И вот тут уж форменным образом оцепенел, едва не выронив ношу.
Прекрасная графиня Эржи Паттораи больше не стояла на месте, у стола с графином. Как самый обычный человек, она прохаживалась вдоль невидимой преграды, отделявшей раму от окружающего мира, – чуточку нервно, с нахмуренным очаровательным личиком. Время от времени трогала эту преграду узкой ладонью в самоцветных камнях, и всякий раз от ладони расходились неширокие круги, как бывает, когда в воду падает маленький камешек. И каждый раз ее лицо становилось все более грустным. Сразу ясно: в отличие от неразумной белки девушка попасть в наш мир не могла…
В другое время волосы, быть может, и встали бы у меня на голове дыбом – но после того, как я только что столкнулся с ожившей картиной, откуда выскочила белка и прозаически сперла у меня хлеб, появился, если можно так сказать, некоторый иммунитет к чудесам и диковинам. Так что я поставил свою ношу на столик и подошел вплотную к картине. Как и с первой, я уже не увидел полотна с кракелюрами – словно еще одно окно в другой мир без стекол и оконных переплетов…
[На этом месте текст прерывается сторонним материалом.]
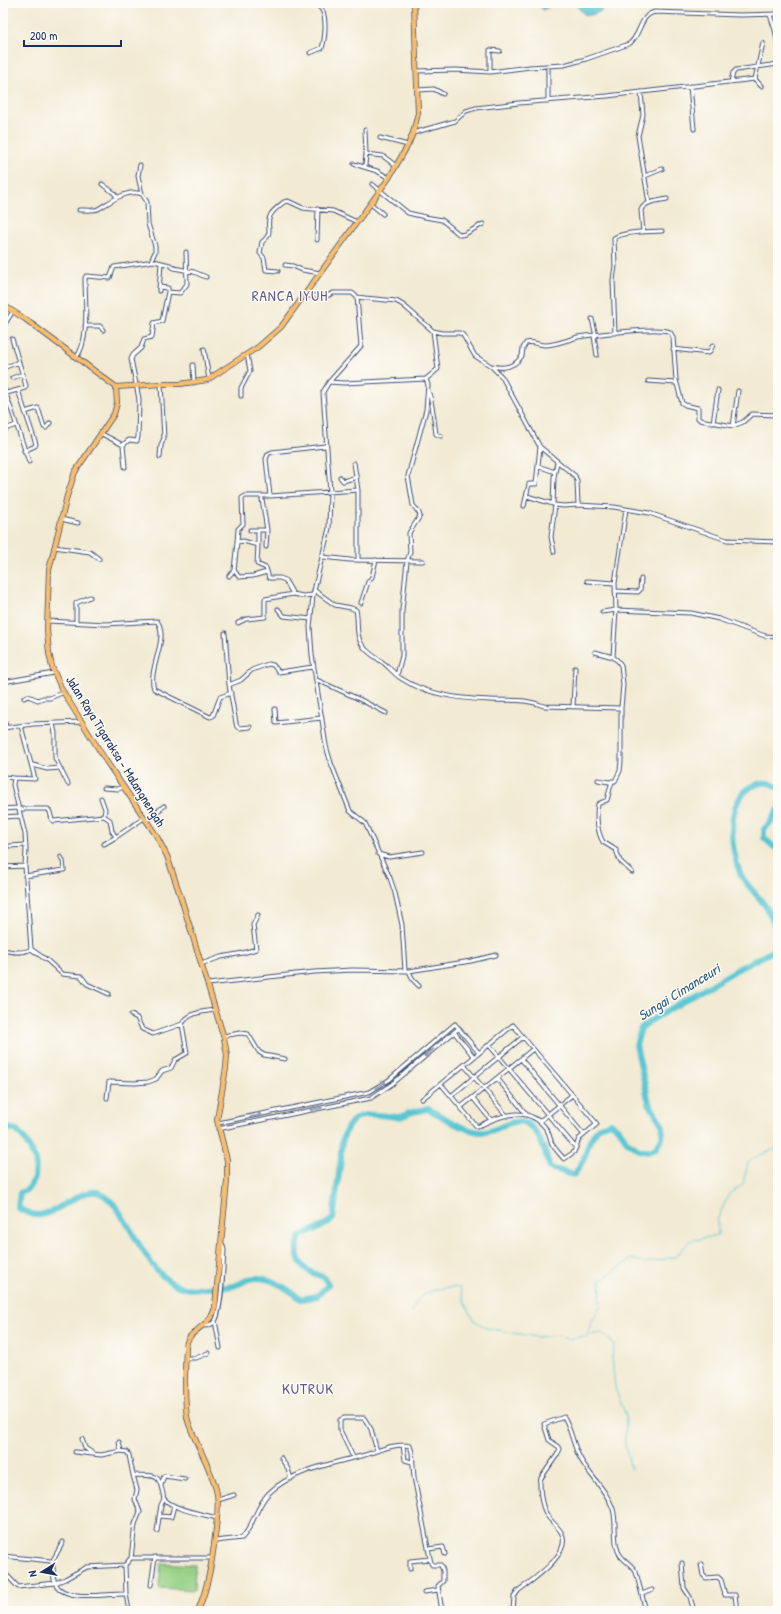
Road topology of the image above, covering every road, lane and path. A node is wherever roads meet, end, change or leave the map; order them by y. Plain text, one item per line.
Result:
1 (314, 3) edge
2 (386, 3) edge
3 (394, 3) edge
4 (414, 3) edge
5 (778, 14) edge
6 (770, 15) junction
7 (763, 43) dead end
8 (778, 45) edge
9 (500, 51) dead end
10 (310, 53) dead end
11 (778, 64) edge
12 (548, 66) junction
13 (757, 68) junction
14 (417, 71) junction
15 (490, 72) junction
16 (755, 79) junction
17 (731, 82) junction
18 (690, 86) junction
19 (761, 86) dead end
20 (418, 90) junction
21 (642, 92) junction
22 (443, 94) dead end
23 (548, 101) junction
24 (694, 129) dead end
25 (365, 130) dead end
26 (413, 133) junction
27 (380, 138) dead end
28 (408, 145) junction
29 (366, 154) junction
30 (140, 164) dead end
31 (354, 164) dead end
32 (365, 166) junction
33 (396, 166) junction
34 (662, 169) dead end
35 (645, 176) junction
36 (389, 178) junction
37 (102, 184) dead end
38 (372, 184) dead end
39 (380, 190) junction
40 (142, 194) junction
41 (117, 197) junction
42 (667, 199) dead end
43 (649, 203) junction
44 (371, 204) junction
45 (318, 209) junction
46 (79, 210) dead end
47 (383, 214) dead end
48 (357, 222) junction
49 (483, 224) dead end
50 (662, 231) dead end
51 (643, 232) junction
52 (317, 240) dead end
53 (186, 252) dead end
54 (151, 261) junction
55 (161, 263) junction
56 (285, 265) dead end
57 (187, 270) junction
58 (278, 271) dead end
59 (321, 272) junction
60 (206, 277) dead end
61 (159, 287) junction
62 (159, 291) dead end
63 (168, 292) junction
64 (304, 296) junction
65 (357, 297) junction
66 (3, 305) edge
67 (13, 311) junction
68 (592, 318) dead end
69 (85, 326) junction
70 (3, 327) edge
71 (103, 330) dead end
72 (433, 331) junction
73 (615, 333) junction
74 (595, 336) junction
75 (12, 339) dead end
76 (713, 345) dead end
77 (204, 349) dead end
78 (673, 349) junction
79 (247, 354) junction
80 (597, 355) dead end
81 (76, 358) junction
82 (20, 362) junction
83 (193, 365) dead end
84 (491, 366) junction
85 (3, 368) edge
86 (23, 374) junction
87 (12, 378) dead end
88 (209, 379) junction
89 (426, 379) junction
90 (648, 381) dead end
91 (329, 382) junction
92 (194, 383) junction
93 (676, 383) junction
94 (161, 384) junction
95 (3, 385) edge
96 (138, 386) junction
97 (116, 387) junction
98 (18, 390) junction
99 (718, 390) dead end
100 (428, 391) junction
101 (738, 391) dead end
102 (4, 394) edge
103 (241, 396) dead end
104 (25, 412) junction
105 (778, 415) edge
106 (50, 423) dead end
107 (713, 423) junction
108 (16, 425) junction
109 (734, 426) junction
110 (3, 427) edge
111 (102, 434) junction
112 (441, 436) dead end
113 (123, 445) junction
114 (325, 446) junction
115 (540, 447) junction
116 (24, 450) junction
117 (160, 457) dead end
118 (29, 462) dead end
119 (557, 462) junction
120 (354, 464) dead end
121 (538, 466) junction
122 (125, 467) dead end
123 (555, 472) junction
124 (340, 477) dead end
125 (357, 478) junction
126 (358, 490) junction
127 (330, 492) junction
128 (270, 496) junction
129 (527, 496) junction
130 (262, 499) dead end
131 (554, 504) junction
132 (578, 505) junction
133 (524, 506) dead end
134 (626, 509) junction
135 (61, 519) junction
136 (78, 523) dead end
137 (250, 530) dead end
138 (267, 530) junction
139 (258, 531) junction
140 (237, 542) junction
141 (778, 542) edge
142 (258, 545) junction
143 (54, 547) junction
144 (266, 547) dead end
145 (554, 552) dead end
146 (323, 557) junction
147 (99, 559) dead end
148 (358, 560) junction
149 (376, 560) junction
150 (407, 561) junction
151 (423, 561) dead end
152 (234, 570) junction
153 (267, 572) junction
154 (229, 576) dead end
155 (641, 578) dead end
156 (587, 581) dead end
157 (615, 583) junction
158 (314, 590) junction
159 (615, 591) junction
160 (293, 594) junction
161 (313, 595) junction
162 (90, 597) dead end
163 (361, 603) dead end
164 (278, 609) dead end
165 (616, 610) junction
166 (602, 612) dead end
167 (311, 619) junction
168 (48, 621) junction
169 (76, 622) junction
170 (238, 623) dead end
171 (225, 633) dead end
172 (778, 637) edge
173 (596, 652) dead end
174 (613, 657) junction
175 (313, 667) junction
176 (575, 668) dead end
177 (54, 673) junction
178 (397, 675) junction
179 (317, 680) junction
180 (3, 682) edge
181 (229, 685) junction
182 (64, 692) junction
183 (231, 693) junction
184 (24, 698) dead end
185 (573, 706) junction
186 (621, 708) junction
187 (275, 709) dead end
188 (3, 713) edge
189 (386, 713) dead end
190 (322, 718) junction
191 (82, 722) junction
192 (53, 724) junction
193 (21, 726) junction
194 (250, 727) dead end
195 (5, 728) edge
196 (33, 766) junction
197 (60, 768) junction
198 (3, 777) edge
199 (14, 778) junction
200 (598, 780) dead end
201 (612, 781) junction
202 (68, 784) dead end
203 (124, 787) junction
204 (104, 788) dead end
205 (101, 798) dead end
206 (164, 806) dead end
207 (18, 808) junction
208 (3, 809) edge
209 (20, 816) junction
210 (104, 816) junction
211 (3, 817) edge
212 (145, 819) junction
213 (116, 837) junction
214 (104, 844) dead end
215 (26, 845) junction
216 (10, 846) dead end
217 (423, 852) dead end
218 (378, 854) junction
219 (60, 857) dead end
220 (24, 866) junction
221 (3, 867) edge
222 (632, 872) dead end
223 (26, 876) junction
224 (258, 915) dead end
225 (31, 949) junction
226 (3, 950) edge
227 (496, 955) dead end
228 (201, 964) junction
229 (407, 971) junction
230 (208, 984) junction
231 (419, 986) dead end
232 (108, 994) dead end
233 (215, 1010) junction
234 (131, 1015) dead end
235 (182, 1024) junction
236 (450, 1028) junction
237 (459, 1028) junction
238 (454, 1032) junction
239 (223, 1036) junction
240 (523, 1037) junction
241 (489, 1045) junction
242 (533, 1049) junction
243 (479, 1053) junction
244 (474, 1057) junction
245 (499, 1057) junction
246 (285, 1059) dead end
247 (521, 1059) junction
248 (464, 1065) junction
249 (509, 1069) junction
250 (474, 1077) junction
251 (496, 1078) junction
252 (441, 1084) junction
253 (484, 1088) junction
254 (572, 1095) junction
255 (451, 1096) junction
256 (107, 1098) dead end
257 (422, 1098) dead end
258 (472, 1098) junction
259 (560, 1105) junction
260 (461, 1107) junction
261 (527, 1115) junction
262 (548, 1115) junction
263 (507, 1116) junction
264 (491, 1120) junction
265 (540, 1121) junction
266 (218, 1124) junction
267 (218, 1129) junction
268 (584, 1135) junction
269 (576, 1148) junction
270 (219, 1286) junction
271 (215, 1321) junction
272 (203, 1326) junction
273 (220, 1348) dead end
274 (208, 1353) dead end
275 (186, 1358) junction
276 (82, 1438) dead end
277 (119, 1442) dead end
278 (403, 1445) junction
279 (121, 1451) junction
280 (377, 1451) junction
281 (75, 1452) dead end
282 (95, 1455) junction
283 (353, 1457) junction
284 (281, 1458) dead end
285 (412, 1462) junction
286 (134, 1475) junction
287 (185, 1479) dead end
288 (291, 1479) junction
289 (161, 1485) junction
290 (234, 1495) dead end
291 (164, 1499) junction
292 (218, 1500) junction
293 (174, 1506) junction
294 (159, 1516) junction
295 (217, 1518) junction
296 (158, 1531) dead end
297 (214, 1540) junction
298 (63, 1542) dead end
299 (428, 1549) junction
300 (445, 1554) dead end
301 (3, 1556) edge
302 (155, 1557) junction
303 (131, 1558) junction
304 (212, 1558) junction
305 (430, 1559) junction
306 (52, 1562) junction
307 (682, 1563) dead end
308 (701, 1564) dead end
309 (125, 1565) junction
310 (410, 1569) dead end
311 (3, 1571) edge
312 (55, 1582) junction
313 (151, 1585) dead end
314 (438, 1590) junction
315 (652, 1590) dead end
316 (424, 1592) dead end
317 (126, 1594) junction
318 (642, 1594) junction
319 (129, 1611) edge
320 (198, 1611) edge
321 (442, 1611) edge
322 (513, 1611) edge
323 (646, 1611) edge
324 (694, 1611) edge
325 (737, 1611) edge

1 - 10 street
2 - 3 street
4 - 14 main road
5 - 6 street
6 - 8 street
6 - 12 street
7 - 13 street
9 - 15 street
11 - 13 street
12 - 15 street
12 - 23 street
13 - 16 street
13 - 17 street
14 - 15 street
14 - 20 main road
16 - 17 street
16 - 19 street
17 - 18 street
18 - 21 street
18 - 24 street
20 - 22 street
20 - 26 main road
21 - 23 street
21 - 35 street
23 - 26 street
25 - 29 street
26 - 28 main road
27 - 28 street
28 - 33 main road
29 - 32 street
29 - 33 street
30 - 40 street
31 - 32 street
32 - 36 street
33 - 36 main road
34 - 35 street
35 - 43 street
36 - 39 main road
37 - 41 street
38 - 39 street
39 - 44 main road
39 - 49 street
40 - 41 street
40 - 54 street
41 - 46 street
42 - 43 street
43 - 51 street
44 - 47 street
44 - 48 main road
45 - 48 street
45 - 52 street
45 - 58 street
48 - 59 main road
50 - 51 street
51 - 73 street
53 - 57 street
54 - 55 street
54 - 69 street
55 - 57 street
55 - 61 street
56 - 59 street
57 - 60 street
57 - 63 street
59 - 64 main road
61 - 62 street
61 - 63 street
63 - 96 street
64 - 65 street
64 - 79 main road
65 - 72 street
65 - 91 street
66 - 67 main road
67 - 70 street
67 - 81 main road
68 - 74 street
69 - 71 street
69 - 81 street
72 - 84 street
72 - 89 street
73 - 74 street
73 - 78 street
74 - 80 street
74 - 84 street
75 - 82 street
76 - 78 street
77 - 88 street
78 - 93 street
79 - 88 main road
79 - 103 street
81 - 97 main road
82 - 85 street
82 - 86 street
83 - 92 street
84 - 115 street
86 - 87 street
86 - 98 street
88 - 92 main road
89 - 91 street
89 - 100 street
90 - 93 street
91 - 114 street
92 - 94 main road
93 - 107 street
94 - 96 main road
94 - 117 street
95 - 102 street
96 - 97 main road
96 - 113 street
97 - 111 main road, Jalan Raya Tigaraksa - Malangnengah
98 - 102 street
98 - 104 street
99 - 107 street
100 - 112 street
100 - 150 street
101 - 109 street
102 - 108 street
104 - 106 street
104 - 116 street
105 - 109 street
107 - 109 street
108 - 110 street
108 - 116 street
111 - 113 street
111 - 135 main road, Jalan Raya Tigaraksa - Malangnengah
113 - 122 street
114 - 127 street
114 - 128 street
115 - 119 street
115 - 121 street
116 - 118 street
119 - 123 street
119 - 132 street
120 - 125 street
121 - 123 street
121 - 129 street
123 - 131 street
124 - 125 street
125 - 126 street
126 - 127 street
126 - 148 street
127 - 128 street
127 - 146 street
128 - 140 street
129 - 131 street
129 - 133 street
130 - 138 street
131 - 132 street
131 - 145 street
132 - 134 street
134 - 141 street
134 - 157 street
135 - 136 street
135 - 143 main road, Jalan Raya Tigaraksa - Malangnengah
137 - 139 street
138 - 139 street
138 - 144 street
139 - 142 street
140 - 142 street
140 - 152 street
142 - 153 street
143 - 147 street
143 - 168 main road, Jalan Raya Tigaraksa - Malangnengah
146 - 148 street
146 - 158 street
148 - 149 street
149 - 150 street
149 - 163 street
150 - 151 street
150 - 178 street
152 - 153 street
152 - 154 street
153 - 160 street
155 - 159 street
156 - 157 street
157 - 159 street
158 - 161 street
158 - 178 street
159 - 165 street
160 - 161 street
160 - 170 street
161 - 167 street
162 - 169 street
164 - 167 street
165 - 166 street
165 - 172 street
165 - 174 street
167 - 175 street
168 - 169 street
168 - 177 main road, Jalan Raya Tigaraksa - Malangnengah
169 - 183 street
171 - 181 street
173 - 174 street
174 - 186 street
175 - 179 street
175 - 181 street
176 - 185 street
177 - 180 street
177 - 182 main road, Jalan Raya Tigaraksa - Malangnengah
178 - 185 street
179 - 189 street
179 - 190 street
181 - 183 street
182 - 184 street
182 - 191 main road, Jalan Raya Tigaraksa - Malangnengah
183 - 194 street
185 - 186 street
186 - 201 street
187 - 190 street
188 - 195 street
190 - 218 street
191 - 192 street
191 - 203 main road, Jalan Raya Tigaraksa - Malangnengah
192 - 193 street
192 - 197 street
193 - 195 street
193 - 196 street
196 - 197 street
196 - 199 street
197 - 202 street
198 - 199 street
199 - 207 street
200 - 201 street
201 - 222 street
203 - 204 street
203 - 212 main road, Jalan Raya Tigaraksa - Malangnengah
205 - 210 street
206 - 212 street
207 - 208 street
207 - 209 street
207 - 210 street
209 - 211 street
209 - 215 street
210 - 213 street
212 - 213 street
212 - 228 main road, Jalan Raya Tigaraksa - Malangnengah
213 - 214 street
215 - 216 street
215 - 220 street
217 - 218 street
218 - 229 street
219 - 223 street
220 - 221 street
220 - 223 street
223 - 225 street
224 - 228 street
225 - 226 street
225 - 232 street
227 - 229 street
228 - 230 main road, Jalan Raya Tigaraksa - Malangnengah
229 - 230 street
229 - 231 street
230 - 233 main road, Jalan Raya Tigaraksa - Malangnengah
233 - 235 street
233 - 239 main road, Jalan Raya Tigaraksa - Malangnengah
234 - 235 street
235 - 256 street
236 - 237 street
236 - 238 street
266 -> 236 street
237 - 238 street
237 - 243 street
238 - 244 street
238 -> 267 street
239 - 246 street
239 - 266 main road, Jalan Raya Tigaraksa - Malangnengah
240 - 241 street
240 - 242 street
240 - 245 street
241 - 243 street
241 - 245 street
242 - 247 street
242 - 254 street
243 - 244 street
244 - 248 street
245 - 249 street
245 - 250 street
247 - 249 street
247 - 259 street
248 - 250 street
248 - 252 street
249 - 251 street
249 - 262 street
250 - 253 street
250 - 255 street
251 - 253 street
251 - 261 street
252 - 255 street
252 - 257 street
253 - 258 street
253 - 263 street
254 - 259 street
254 - 268 street
255 - 260 street
258 - 260 street
258 - 264 street
259 - 262 street
259 - 268 street
260 - 264 street
261 - 263 street
261 - 265 street
262 - 265 street
262 - 269 street
263 - 264 street
265 - 269 street
266 - 267 main road, Jalan Raya Tigaraksa - Malangnengah
267 - 270 main road, Jalan Raya Tigaraksa - Malangnengah
268 - 269 street
270 - 271 street
270 - 272 main road, Jalan Raya Tigaraksa - Malangnengah
271 - 272 street
271 - 273 street
272 - 275 main road, Jalan Raya Tigaraksa - Malangnengah
274 - 275 street
275 - 292 main road, Jalan Raya Tigaraksa - Malangnengah
276 - 282 street
277 - 279 street
278 - 280 street
278 - 285 street
278 - 285 street
279 - 282 street
279 - 286 street
280 - 283 street
280 - 283 street
281 - 282 street
283 - 288 street
284 - 288 street
285 - 299 street
286 - 289 street
286 - 303 street
287 - 289 street
288 - 297 street
289 - 291 street
290 - 292 street
291 - 293 street
291 - 294 street
292 - 295 main road, Jalan Raya Tigaraksa - Malangnengah
293 - 294 street
293 - 295 street
294 - 296 street
295 - 297 main road, Jalan Raya Tigaraksa - Malangnengah
297 - 304 main road, Jalan Raya Tigaraksa - Malangnengah
298 - 306 street
299 - 300 street
299 - 305 street
301 - 306 street
302 - 303 street
302 - 304 street
302 - 313 street
303 - 309 street
304 - 320 main road, Jalan Raya Tigaraksa - Malangnengah
305 - 310 street
305 - 314 street
306 - 312 street
307 - 324 street
308 - 325 street
309 - 312 street
309 - 317 street
311 - 312 street
312 - 317 street
314 - 316 street
314 - 321 street
315 - 318 street
317 - 319 street
318 - 322 street
318 - 323 street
Она увидела меня! Подошла в два легких шага, нас разделяла какая-то пара сантиметров пустого прозрачного воздуха, но когда она подняла ладонь, чтобы дотронуться до моей ладони, что-то ее не пустило – как не пустило и мою ладонь. Только с ее стороны вновь нешироко разбежались и растаяли круги наподобие волн. Непробиваемая была преграда. Ее личико вновь омрачилось, она, понурясь, сказала что-то, но я не расслышал ни слова – чертова преграда не пропускала ни звука. Я поднял пальцы к ушам, покрутил головой. Кажется, она поняла, что я ничего не слышу.
Ситуация… В планшете у меня лежал блокнот и карандаши, но как бы я переписывался с девушкой, чьего языка совершенно не знал? А вдруг она знает немецкий?
Сходить за планшетом я не успел: ее лицо вдруг озарилось надеждой, она легко отбежала в правый, если считать от меня, угол картины, стала настойчиво показывать пальцем на один и тот же кусок рамы. Ах, вот оно в чем дело… Там красовался тот серебряный щиток, что я уже видел вчера, – странный вензель и надпись вокруг.
Она смотрела на меня с надеждой, даже с мольбой, не отводя указательного пальчика с крупным самоцветом от загадочного щитка. Охваченный внезапной догадкой, я, быть может, невежливо отвернулся и в три шага оказался возле левого угла рамы. Там, где я вчера видел распятие тонкой работы, зияла дыра, окруженная свежими щепочками. Быстрыми шагами прошел к пейзажу. Там уже не было и распятия. Ну вот, кое-что начинает проясняться. Как бы это ни называлось – ключ, печать, – когда их не стало, пейзаж заработал на обе стороны. И белка преспокойно оттуда вылезла, чтобы стянуть хлебушка. А у красавицы взяли только распятие, она смогла двигаться, но в наш мир попасть не может. Ничего сложного. Интересно, кто постарался? Вообще-то подозреваемых у меня было двое, но не об этом сейчас надо думать. Какая она все же красивая…
В конце концов, на свете есть язык жестов… Я достал финку, сделал движение, будто отковыривало щиток, как рычагом, потом показал на нее пальцем, а двумя другими изобразил ноги, идущие от картины в спальню. Она поняла моментально, закивала с яростной надеждой на лице. Ну как советскому офицеру не помочь такой девушке? В особенности когда неразумные белки спокойно шастают туда-сюда и даже нагло хлеб воруют…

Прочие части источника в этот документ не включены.